### What is being asked
Write every entry out again with no changes, and leave the images behind.

(Beginning of Entries provided)

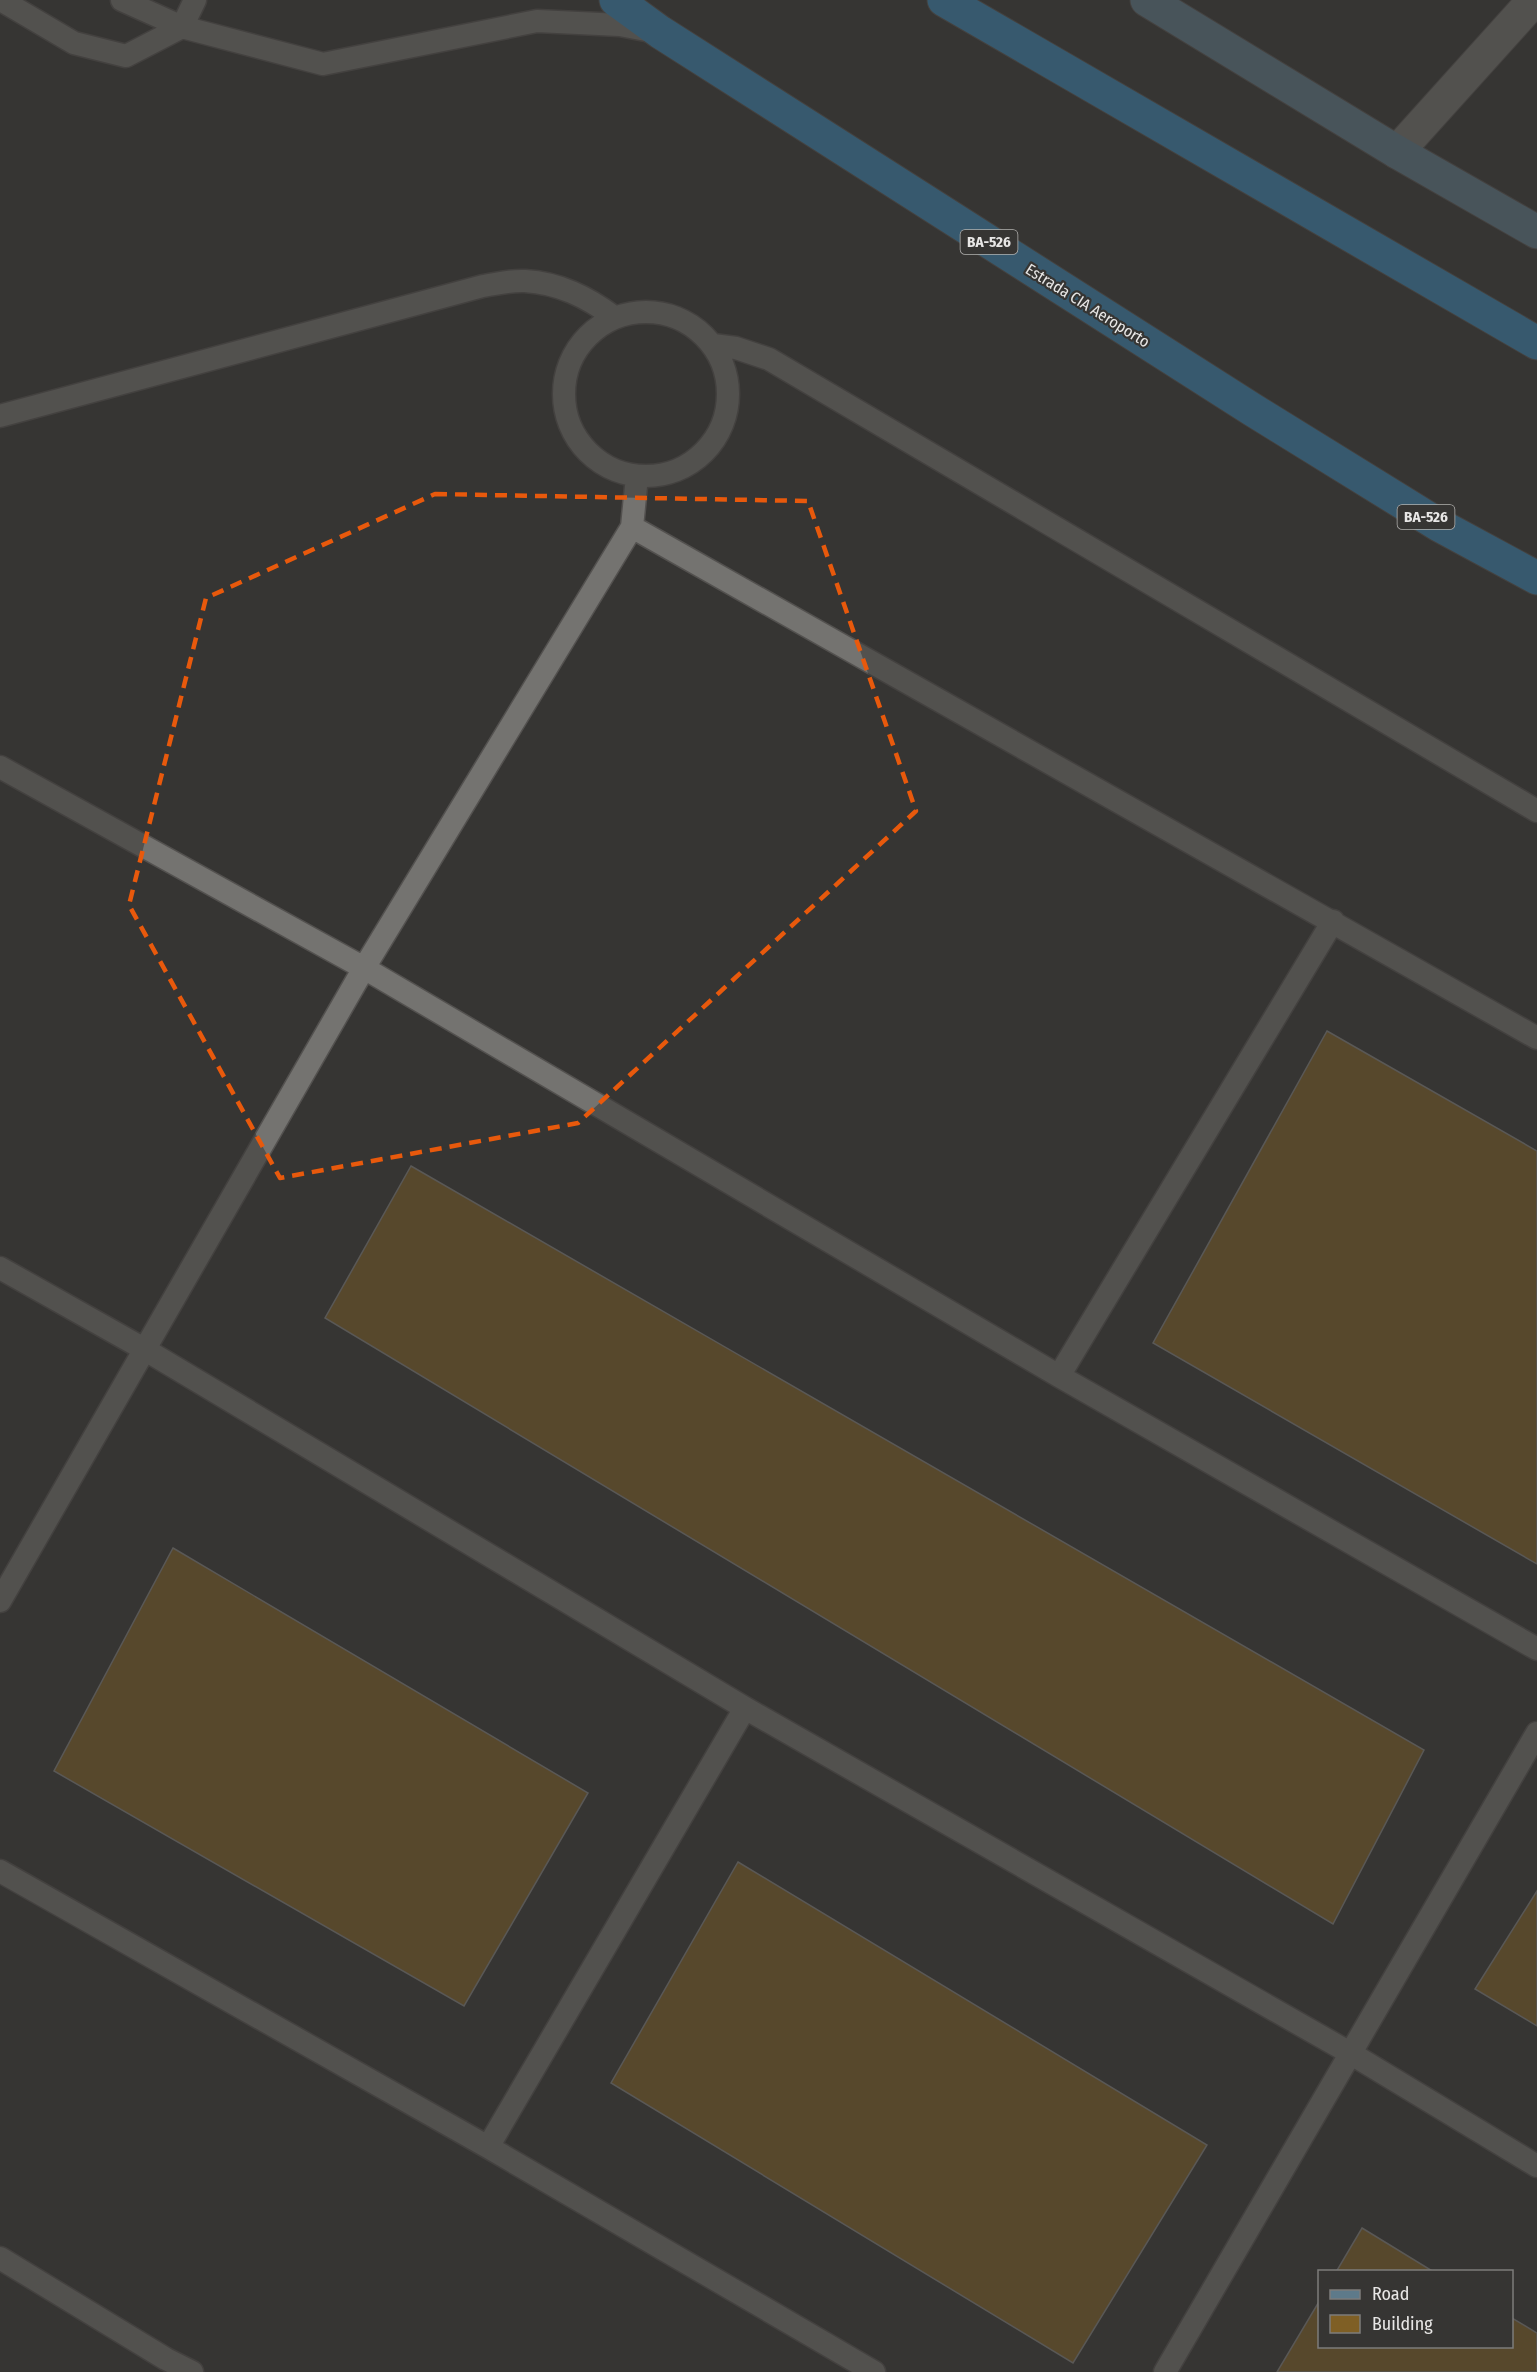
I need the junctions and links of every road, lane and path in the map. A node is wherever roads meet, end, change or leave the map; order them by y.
1 (1, 0) edge
2 (122, 0) edge
3 (195, 0) edge
4 (616, 0) edge
5 (944, 0) edge
6 (1147, 0) edge
7 (1523, 4) edge
8 (182, 27) junction
9 (660, 32) junction
10 (1397, 152) junction
11 (1537, 232) edge
12 (614, 317) junction
13 (1537, 343) edge
14 (713, 345) junction
15 (0, 416) edge
16 (637, 476) junction
17 (632, 527) junction
18 (1537, 578) edge
19 (0, 767) edge
20 (1537, 810) edge
21 (1333, 921) junction
22 (364, 968) junction
23 (1537, 1038) edge
24 (0, 1268) edge
25 (144, 1349) junction
26 (1059, 1376) junction
27 (0, 1601) edge
28 (1537, 1649) edge
29 (745, 1708) junction
30 (1537, 1733) edge
31 (0, 1871) edge
32 (1350, 2053) junction
33 (488, 2147) junction
34 (1537, 2166) edge
35 (0, 2258) edge
36 (192, 2372) edge
37 (874, 2372) edge
38 (1165, 2372) edge

1 - 8 lane
2 - 8 lane
3 - 8 lane
4 - 9 highway, Estrada CIA Aeroporto / BA-526
5 - 13 highway
6 - 10 main road
7 - 10 street
8 - 9 lane
9 - 18 highway, Estrada CIA Aeroporto / BA-526
10 - 11 main road
12 - 14 lane
12 - 15 lane
12 - 16 lane
14 - 16 lane
14 - 20 lane
16 - 17 lane
17 - 21 lane
17 - 22 lane
19 - 22 lane
21 - 23 lane
21 - 26 lane
22 - 25 lane
22 - 26 lane
24 - 25 lane
25 - 27 lane
25 - 29 lane
26 - 28 lane
29 - 32 lane
29 - 33 lane
30 - 32 lane
31 - 33 lane
32 - 34 lane
32 - 38 lane
33 - 37 lane
35 - 36 lane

(End of Entries provided)

### Problem solution
I need the junctions and links of every road, lane and path in the map. A node is wherever roads meet, end, change or leave the map; order them by y.
1 (1, 0) edge
2 (122, 0) edge
3 (195, 0) edge
4 (616, 0) edge
5 (944, 0) edge
6 (1147, 0) edge
7 (1523, 4) edge
8 (182, 27) junction
9 (660, 32) junction
10 (1397, 152) junction
11 (1537, 232) edge
12 (614, 317) junction
13 (1537, 343) edge
14 (713, 345) junction
15 (0, 416) edge
16 (637, 476) junction
17 (632, 527) junction
18 (1537, 578) edge
19 (0, 767) edge
20 (1537, 810) edge
21 (1333, 921) junction
22 (364, 968) junction
23 (1537, 1038) edge
24 (0, 1268) edge
25 (144, 1349) junction
26 (1059, 1376) junction
27 (0, 1601) edge
28 (1537, 1649) edge
29 (745, 1708) junction
30 (1537, 1733) edge
31 (0, 1871) edge
32 (1350, 2053) junction
33 (488, 2147) junction
34 (1537, 2166) edge
35 (0, 2258) edge
36 (192, 2372) edge
37 (874, 2372) edge
38 (1165, 2372) edge

1 - 8 lane
2 - 8 lane
3 - 8 lane
4 - 9 highway, Estrada CIA Aeroporto / BA-526
5 - 13 highway
6 - 10 main road
7 - 10 street
8 - 9 lane
9 - 18 highway, Estrada CIA Aeroporto / BA-526
10 - 11 main road
12 - 14 lane
12 - 15 lane
12 - 16 lane
14 - 16 lane
14 - 20 lane
16 - 17 lane
17 - 21 lane
17 - 22 lane
19 - 22 lane
21 - 23 lane
21 - 26 lane
22 - 25 lane
22 - 26 lane
24 - 25 lane
25 - 27 lane
25 - 29 lane
26 - 28 lane
29 - 32 lane
29 - 33 lane
30 - 32 lane
31 - 33 lane
32 - 34 lane
32 - 38 lane
33 - 37 lane
35 - 36 lane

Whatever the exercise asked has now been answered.